Die Geflügelpest hat erneut zu einer massenhaften Tötung von Hühnern und Puten geführt. Wie das brandenburgische Verbraucherschutzministerium mitteilte, wurde der Erreger H5N8 bei einem Putenbestand im Landkreis Märkisch-Oderland festgestellt. Rund zehntausend Puten seien getötet worden. Es ist demnach bereits der neunte Fall von Geflügelpest in einem Nutzgeflügelbestand innerhalb weniger Wochen in dem Bundesland.

Gestern hatte zudem das schleswig-holsteinische Landwirtschaftsministerium in Kiel mitgeteilt, dass eine große Geflügelhaltung mit rund 76.000 Legehennen im Kreis Plön von der Geflügelpest betroffen ist.

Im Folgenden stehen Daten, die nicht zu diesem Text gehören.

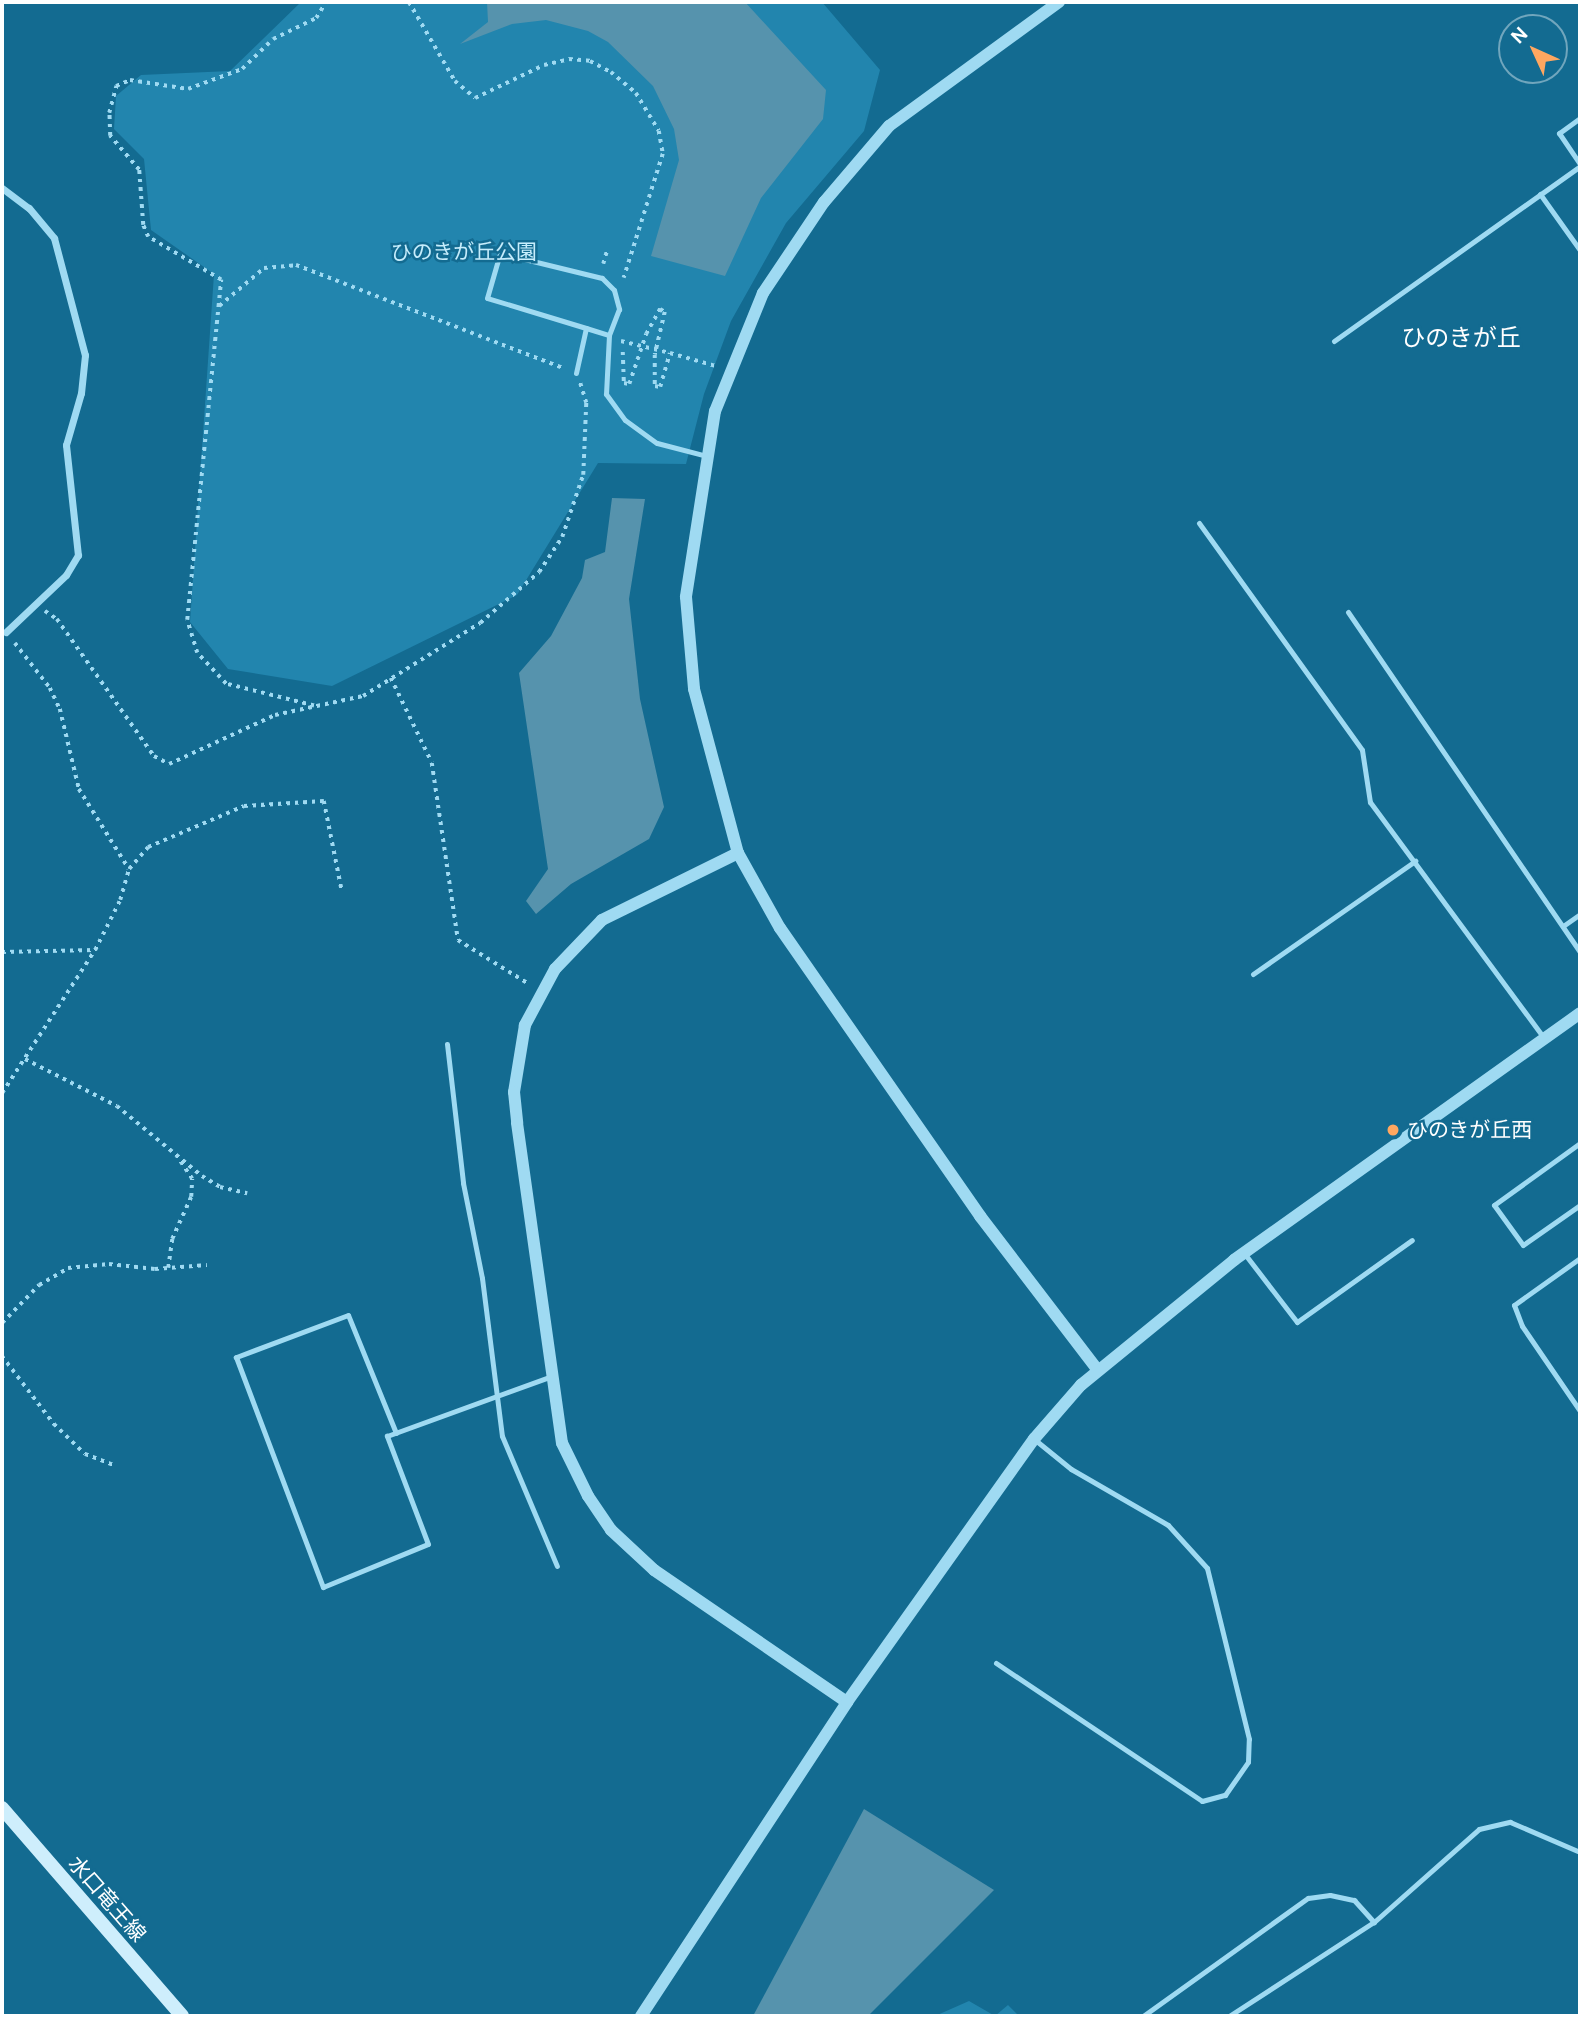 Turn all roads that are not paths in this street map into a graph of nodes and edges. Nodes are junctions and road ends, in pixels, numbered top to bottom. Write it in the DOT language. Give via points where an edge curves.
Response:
graph roads {
  1 [pos="1050,4"];
  2 [pos="1580,118"];
  3 [pos="1580,165"];
  4 [pos="2,188"];
  5 [pos="1541,194"];
  6 [pos="1580,250"];
  7 [pos="586,328"];
  8 [pos="609,335"];
  9 [pos="1334,341"];
  10 [pos="576,373"];
  11 [pos="707,456"];
  12 [pos="1199,523"];
  13 [pos="1348,612"];
  14 [pos="6,632"];
  15 [pos="738,853"];
  16 [pos="1415,861"];
  17 [pos="1580,914"];
  18 [pos="1563,926"];
  19 [pos="1580,952"];
  20 [pos="1253,974"];
  21 [pos="1580,1013"];
  22 [pos="1545,1039"];
  23 [pos="447,1044"];
  24 [pos="1580,1143"];
  25 [pos="1580,1205"];
  26 [pos="1412,1240"];
  27 [pos="1244,1253"];
  28 [pos="1580,1258"];
  29 [pos="1097,1369"];
  30 [pos="552,1376"];
  31 [pos="494,1395"];
  32 [pos="1580,1410"];
  33 [pos="396,1433"];
  34 [pos="1034,1439"];
  35 [pos="557,1566"];
  36 [pos="996,1663"];
  37 [pos="847,1702"];
  38 [pos="2,1808"];
  39 [pos="1580,1852"];
  40 [pos="1374,1922"];
  41 [pos="182,2016"];
  42 [pos="641,2016"];
  43 [pos="1143,2016"];
  44 [pos="1229,2016"];
  1 -- 11 [label="street" via="888,126 824,202 763,293 715,411"];
  2 -- 3 [label="lane" via="1559,133"];
  3 -- 5 [label="lane"];
  4 -- 14 [label="street" via="29,208 54,238 85,355 81,393 66,444 78,555 66,575"];
  5 -- 6 [label="lane"];
  5 -- 9 [label="lane"];
  7 -- 8 [label="lane"];
  7 -- 8 [label="lane" via="488,298 500,253 602,278 614,290 619,309"];
  7 -- 10 [label="lane"];
  8 -- 11 [label="lane" via="606,394 625,420 657,443"];
  11 -- 15 [label="street" via="685,597 694,689"];
  12 -- 16 [label="lane" via="1362,751 1370,802"];
  13 -- 18 [label="lane"];
  15 -- 29 [label="street" via="803,961 980,1216"];
  15 -- 30 [label="street" via="602,920 540,991 525,1025 514,1092"];
  16 -- 20 [label="lane"];
  16 -- 22 [label="lane"];
  17 -- 18 [label="lane"];
  18 -- 19 [label="lane"];
  21 -- 22 [label="street"];
  22 -- 27 [label="street"];
  23 -- 31 [label="lane" via="463,1183 482,1279"];
  24 -- 25 [label="lane" via="1494,1205 1523,1245"];
  26 -- 27 [label="lane" via="1297,1322"];
  27 -- 29 [label="street"];
  28 -- 32 [label="lane" via="1514,1305 1522,1326"];
  29 -- 34 [label="street"];
  30 -- 31 [label="lane"];
  30 -- 37 [label="street" via="562,1443 611,1530 654,1570"];
  31 -- 33 [label="lane"];
  31 -- 35 [label="lane" via="502,1436"];
  33 -- 33 [label="lane" via="387,1436 428,1544 323,1587 236,1357 348,1315"];
  34 -- 36 [label="lane" via="1071,1469 1168,1525 1207,1568 1249,1739 1248,1762 1224,1794 1202,1801"];
  34 -- 37 [label="street"];
  37 -- 42 [label="street"];
  38 -- 41 [label="main road, 水口竜王線"];
  39 -- 40 [label="lane" via="1510,1822 1479,1829"];
  40 -- 43 [label="lane" via="1353,1900 1330,1895 1308,1898"];
  40 -- 44 [label="lane"];
}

Alle Tiere müssten nach den Auflagen der Geflügelpestverordnung nun getötet werden, um eine weitere Ausbreitung des Virus zu verhindern, erklärte das Ministerium. Um den Betrieb wurde ein Sperrbezirk eingerichtet. Die Geflügelpest, auch Vogelgrippe genannt, ist eine Infektionskrankheit, die vor allem bei Wasservögeln und anderen Vögeln vorkommt.